More than ever, advertisers are making use of mobile marketing to reach out to their target audience.
Simply because there are an unprecedented 5 billion global mobile phone users. Not only this, but mobile internet usage exceeded that of desktops in 2016.
The number of people using mobiles to go online is increasing by the day, so it stands to reason that marketing strategies need to cater for this trend.
What is mobile marketing?
“It’s a marketing strategy that utilises multiple channels to market to smartphone users and users of other mobile devices via social media, email, SMS, websites, apps and MMS.”
To begin to unpack this, we need to touch on Google’s mobile-first indexing as it reflects the shift to mobile and how seriously it’s being viewed.
So, what is mobile-first indexing and why is it relevant to mobile marketing?
“Mobile-first relates to how Google ranks websites and it’s all about getting companies to focus on making their content mobile-friendly.”
Up until early 2018, Google assessed and ranked webpages according to their desktop version. However, due to the massive increase in mobile usage, Google has flipped the process on its head. Ranking in future will be based on the mobile version of a website.
Your ranking affects your ‘SEO’
Reasons for adopting mobile marketing strategies
How users access information
We are in an age where access to information is expected to be instantaneous.
People are no longer prepared to wait until they are sat in front of a desktop any more than they are prepared to visit the library.
When you want to know something, I’d put good money on the assumption that you get you phone out, and Google it.
You might need to know something immediately, that becomes unnecessary once you’re home: what restaurants are nearby, a bus timetable etc.
How often do we use our mobile phones when out with friends just to confirm a fact, the name of a movie, or a place that we intend on visiting?

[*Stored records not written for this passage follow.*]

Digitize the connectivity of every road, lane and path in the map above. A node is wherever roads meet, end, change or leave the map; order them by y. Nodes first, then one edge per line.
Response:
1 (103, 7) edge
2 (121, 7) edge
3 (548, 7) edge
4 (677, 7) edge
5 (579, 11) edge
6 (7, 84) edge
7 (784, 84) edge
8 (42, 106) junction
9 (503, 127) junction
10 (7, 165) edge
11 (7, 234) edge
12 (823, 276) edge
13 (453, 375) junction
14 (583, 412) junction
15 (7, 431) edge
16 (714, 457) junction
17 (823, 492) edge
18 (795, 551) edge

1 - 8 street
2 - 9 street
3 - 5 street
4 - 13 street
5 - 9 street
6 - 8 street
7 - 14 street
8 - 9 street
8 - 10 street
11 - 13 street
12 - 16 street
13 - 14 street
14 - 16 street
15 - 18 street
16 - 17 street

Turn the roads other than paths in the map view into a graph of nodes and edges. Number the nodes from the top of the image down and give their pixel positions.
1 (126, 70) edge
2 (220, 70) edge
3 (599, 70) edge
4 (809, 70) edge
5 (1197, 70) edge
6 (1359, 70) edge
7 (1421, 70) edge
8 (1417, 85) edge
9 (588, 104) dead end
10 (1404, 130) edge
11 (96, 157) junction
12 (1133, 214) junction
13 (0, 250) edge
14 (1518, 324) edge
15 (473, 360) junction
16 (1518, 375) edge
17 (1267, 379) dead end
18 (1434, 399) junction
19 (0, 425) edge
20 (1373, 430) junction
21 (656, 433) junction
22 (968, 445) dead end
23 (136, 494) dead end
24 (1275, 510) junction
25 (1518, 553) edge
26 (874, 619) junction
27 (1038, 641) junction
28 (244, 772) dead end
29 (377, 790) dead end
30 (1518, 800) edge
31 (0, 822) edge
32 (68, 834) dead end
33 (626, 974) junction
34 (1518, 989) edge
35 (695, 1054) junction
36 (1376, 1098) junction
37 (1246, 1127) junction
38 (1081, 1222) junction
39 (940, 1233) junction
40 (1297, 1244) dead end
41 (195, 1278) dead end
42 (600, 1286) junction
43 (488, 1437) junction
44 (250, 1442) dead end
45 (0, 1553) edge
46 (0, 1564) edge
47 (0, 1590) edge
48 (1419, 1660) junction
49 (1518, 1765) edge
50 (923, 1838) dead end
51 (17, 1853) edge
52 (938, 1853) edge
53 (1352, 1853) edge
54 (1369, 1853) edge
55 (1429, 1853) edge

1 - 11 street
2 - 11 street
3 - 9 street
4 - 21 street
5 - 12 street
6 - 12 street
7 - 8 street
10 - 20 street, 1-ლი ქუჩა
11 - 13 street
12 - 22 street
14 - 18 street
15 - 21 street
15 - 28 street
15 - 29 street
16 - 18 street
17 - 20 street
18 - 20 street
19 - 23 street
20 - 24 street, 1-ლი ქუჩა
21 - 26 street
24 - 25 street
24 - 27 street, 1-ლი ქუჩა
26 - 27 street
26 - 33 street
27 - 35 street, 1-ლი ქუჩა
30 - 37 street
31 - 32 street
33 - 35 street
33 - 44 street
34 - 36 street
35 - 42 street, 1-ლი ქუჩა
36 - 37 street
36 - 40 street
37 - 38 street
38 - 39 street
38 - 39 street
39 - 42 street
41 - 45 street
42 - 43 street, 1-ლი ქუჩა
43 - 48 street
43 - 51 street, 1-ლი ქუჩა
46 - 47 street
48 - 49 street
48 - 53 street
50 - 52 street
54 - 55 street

This happens all the time.
Buying habits are changing
Imagine going into the store to look at microwave ovens.
You see the one you like and decide that this is probably the one you’ll go with. A few years back you would have attracted the attention of a salesperson, engaged in a discussion about the features of the oven and probably made the decision to purchase there and then.
Today however, this is often not the way things play out. You may decide to go onto your mobile phone to check out the specs.
Think about it, it’s much more convenient to begin your search by quickly checking your phone.
You might then go onto a price comparison site to see if this is the cheapest in your area. While doing so, you’re served ads for exactly that model from other stores in the area. You may even be offered a discount from another store.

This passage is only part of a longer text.